El espectáculo se aproxima a su fin. La joven lavandera María, que, junto a Azacán de Toledo, nos ha guiado durante más de una hora por la historia de España, solloza sola en medio del monumental escenario. El viejo porteador de agua le pregunta por qué llora. Ella, entre hipidos, le responde que sus dos hermanos han muerto. Azacán, sorprendido, quiere saber cómo ha sido. María le contesta: "Se han matado el uno al otro; se han matado entre hermanos".
Es la forma sencilla y refinada de pasar por un momento crítico de la historia de España, la Guerra Civil. A medida que va avanzando el impresionante Sueño de Toledo, el espectáculo central del no menos asombroso parque temático de Puy de Fou, te vas preguntando cómo van a resolver las referencias a periodos recientes que siguen siendo sensibles para algunos. Sintetizar 1.500 años de historia en tan poco tiempo tiene riesgos y también ventajas, las de poder elegir. Arrancar con Recaredo I y el Concilio de Toledo, los visigodos, el dominio musulmán, la convivencia de tres religiones y las Navas de Tolosa hasta llegar al descubrimiento de América, el Siglo de Oro, la Guerra de la Independencia o los años 20 del siglo XX es un buen plan, como puede haber otros. Y como es cuestión de elegir, de remate se incluye esa sutil referencia a la Guerra Civil. Hasta ahí. Ni dictadura franquista, ni recuperación de las libertades, que todavía hay muchos españoles que, ya que no la pueden escribir, quieren decidir cómo les tienen que contar su propia historia.
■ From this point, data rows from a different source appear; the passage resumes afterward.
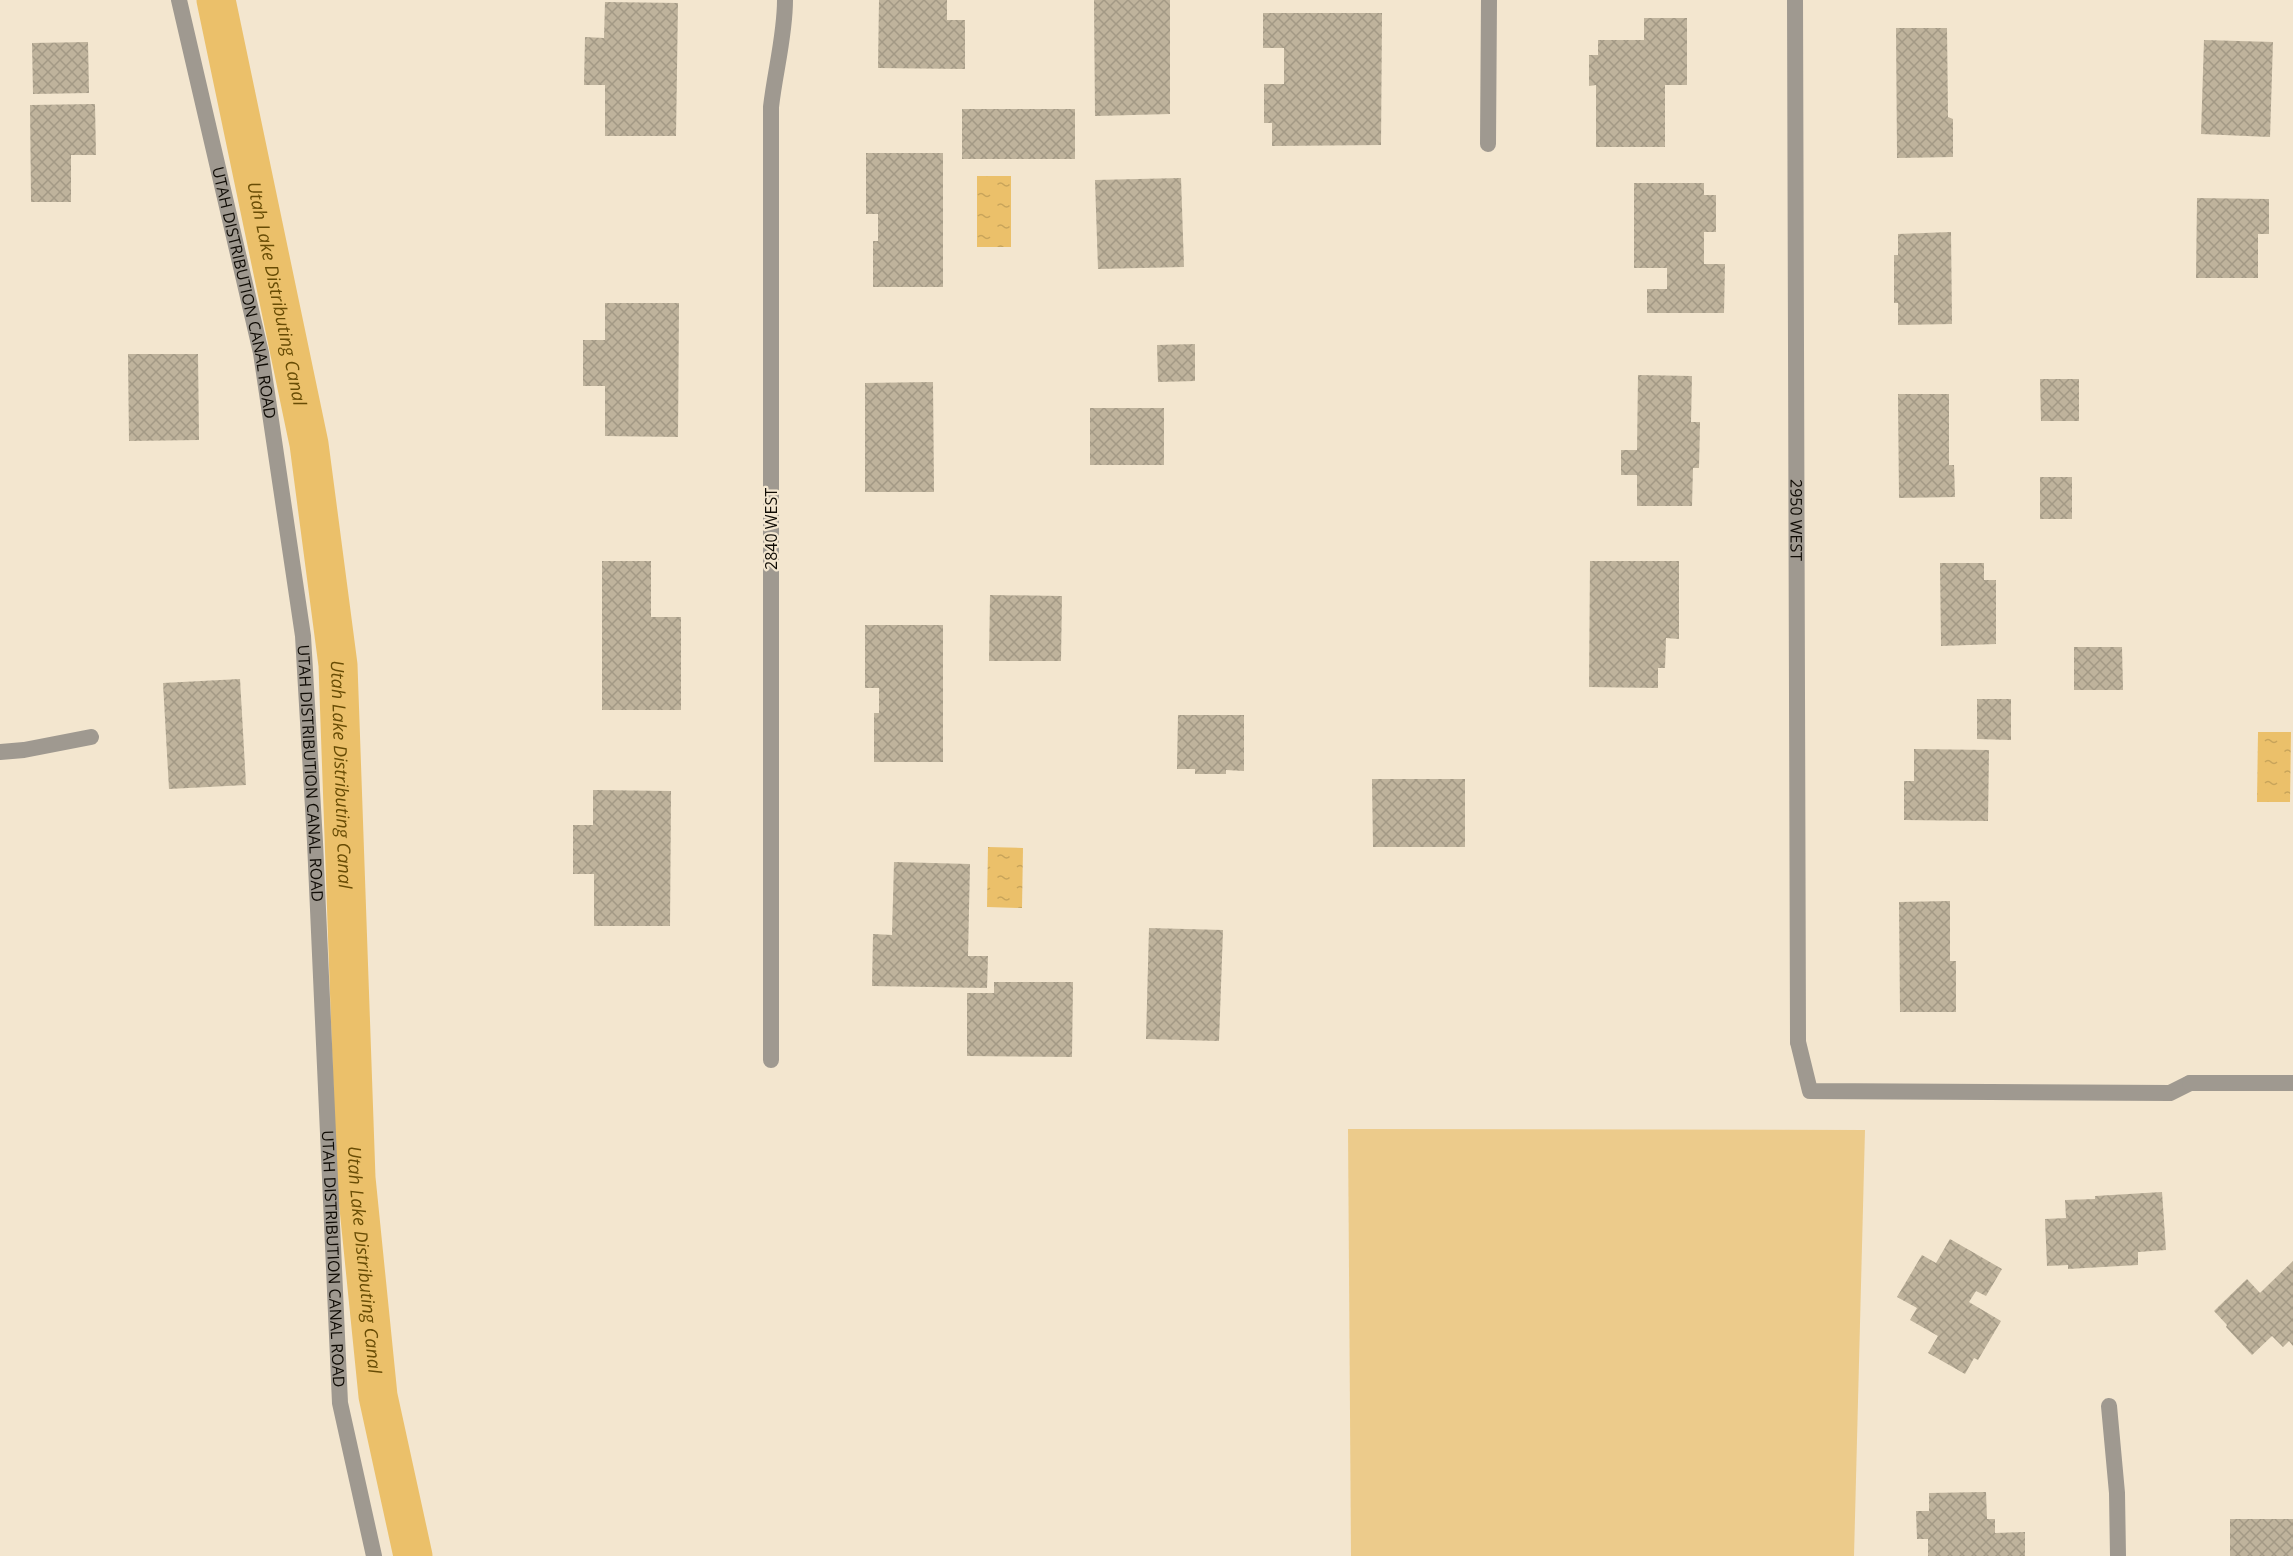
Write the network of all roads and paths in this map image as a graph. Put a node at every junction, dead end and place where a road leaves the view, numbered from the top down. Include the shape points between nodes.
1 (178, 0) edge
2 (785, 0) edge
3 (1489, 0) edge
4 (1795, 0) edge
5 (1488, 144) dead end
6 (91, 737) dead end
7 (0, 752) edge
8 (771, 1060) dead end
9 (2293, 1083) edge
10 (2109, 1406) dead end
11 (374, 1556) edge
12 (2118, 1556) edge

1 - 11 street, UTAH DISTRIBUTION CANAL ROAD via 261,353 303,636 340,1403
2 - 8 street, 2840 WEST via 771,107
3 - 5 street
4 - 9 street, 2950 WEST via 1798,1042 1810,1091 2170,1093 2190,1083
6 - 7 street
10 - 12 street

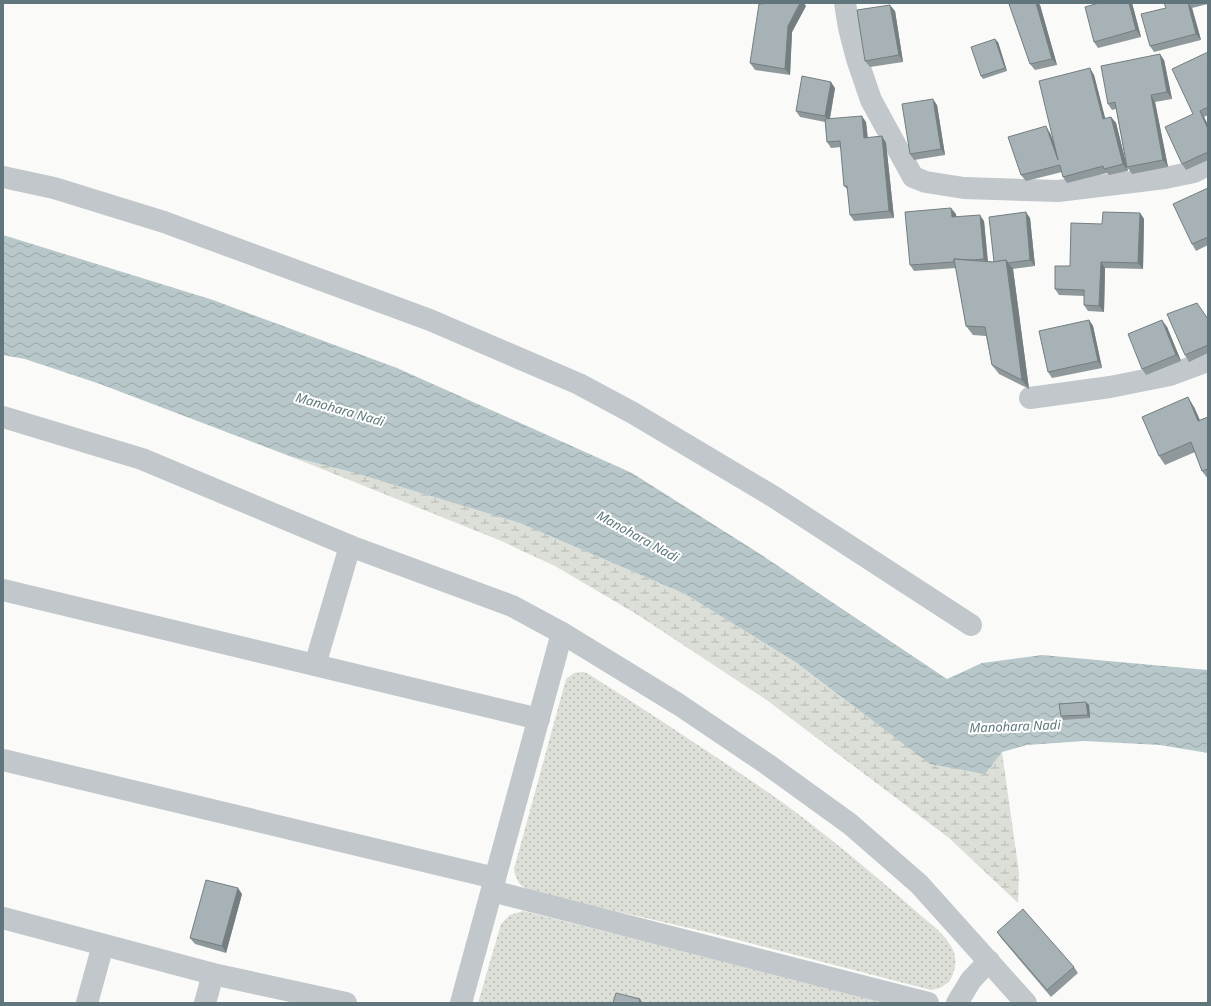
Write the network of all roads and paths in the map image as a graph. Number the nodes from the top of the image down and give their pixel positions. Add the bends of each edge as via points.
1 (846, 3) edge
2 (1208, 165) edge
3 (3, 177) edge
4 (1208, 361) edge
5 (1030, 398) dead end
6 (3, 417) edge
7 (350, 546) junction
8 (3, 590) edge
9 (971, 625) dead end
10 (562, 633) junction
11 (315, 665) junction
12 (539, 719) junction
13 (3, 760) edge
14 (494, 884) junction
15 (3, 918) edge
16 (103, 945) junction
17 (989, 961) junction
18 (213, 974) junction
19 (87, 1003) edge
20 (205, 1003) edge
21 (346, 1003) edge
22 (461, 1003) edge
23 (928, 1003) edge
24 (957, 1003) edge
25 (1026, 1003) edge

1 - 2 street via 853,43 871,100 913,178 964,188 1058,192 1166,178 1194,172
3 - 9 street via 54,188 164,222 430,320 579,384 774,497
4 - 5 street via 1170,375 1110,388
6 - 7 street via 142,459
7 - 10 street via 512,606
7 - 11 street
8 - 11 street
10 - 12 street
10 - 17 street via 678,704 850,824 919,884
11 - 12 street
12 - 14 street
13 - 14 street
14 - 22 street
14 - 23 street
15 - 16 street
16 - 18 street
16 - 19 street
17 - 24 street via 971,980
17 - 25 street
18 - 20 street
18 - 21 street

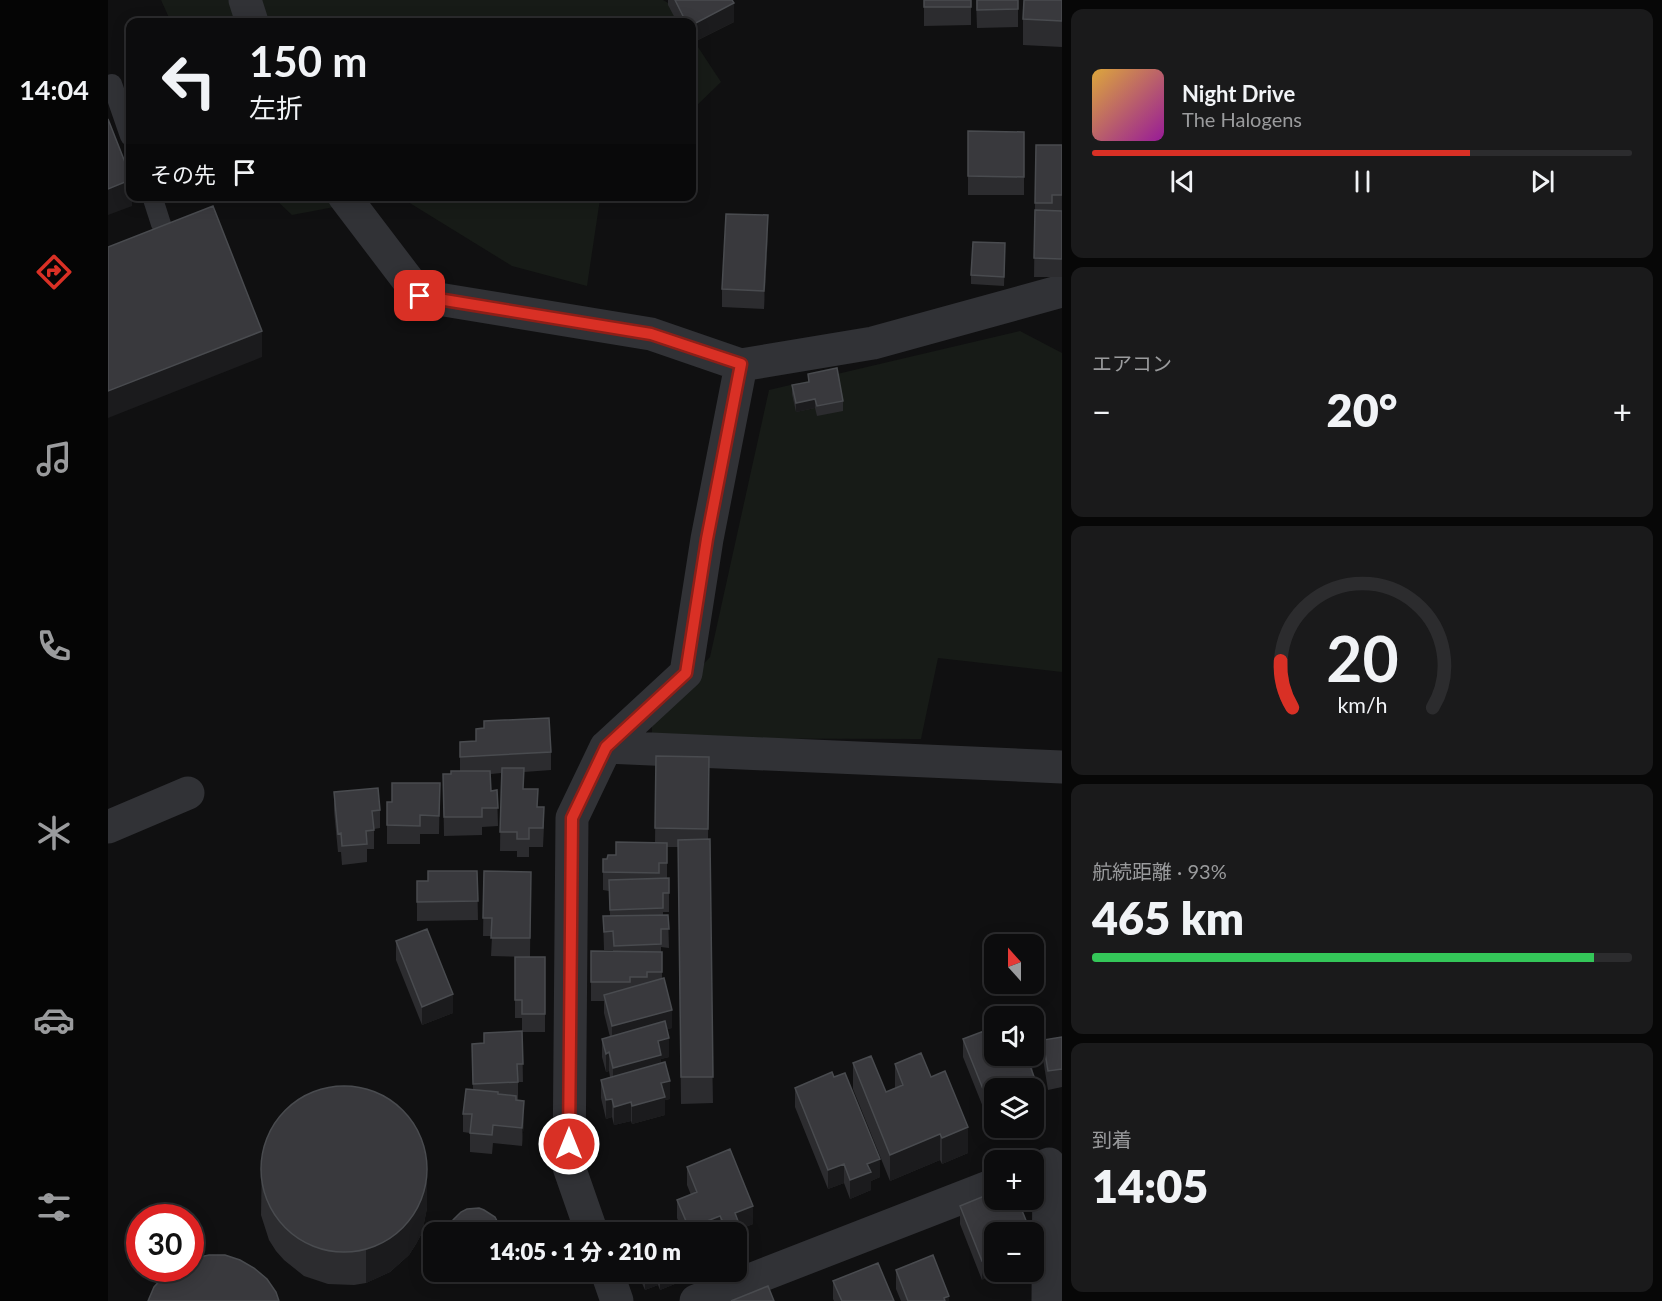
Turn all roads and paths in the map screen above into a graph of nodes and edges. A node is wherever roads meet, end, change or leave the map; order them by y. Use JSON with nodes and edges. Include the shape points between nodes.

En Puy de Fou se reivindica la historia de España a lo grande. Por cómo se cuenta -un espectáculo gigantesco para todos los públicos-, pero también porque se cuenta sin complejos. Quizás por eso haya tenido que venir un grupo extranjero a montarlo, de Francia ni más ni menos, donde bien saben de lo que se habla cuando se trata de orgullo patrio. Entre los que se avergüenzan del gran imperio que fue este país y los que se empeñan en seguir tirándose la historia reciente a la cabeza, España es un parque temático en sí misma, sin necesidad de construirlo a las afueras de Toledo. Quizás también por eso hemos pasado de ensalzar el periodo de mayor reconciliación, la ejemplar Transición, a rehuirlo. Ya son más los que ven con nostalgia que con complacencia -cuando se recorre la exposición de la fotógrafa Marisa Flórez en el Canal de Isabel II- las imágenes de Alberti y La Pasionaria, Blas Piñar y Santiago Carrillo, Adolfo Suárez y Felipe González, Tierno Galván y Susana Estrada, o las del regreso del Guernica a nuestro país. Un tiempo para mirar -así se llama la muestra- que ya no queremos ver.
Con todo, al final va a ser mejor que sean otros los que nos cuenten nuestra historia, que nos expliquen lo bueno y lo malo, lo que es y lo que ha sido este país en el que un día, sí, se mataron entre hermanos.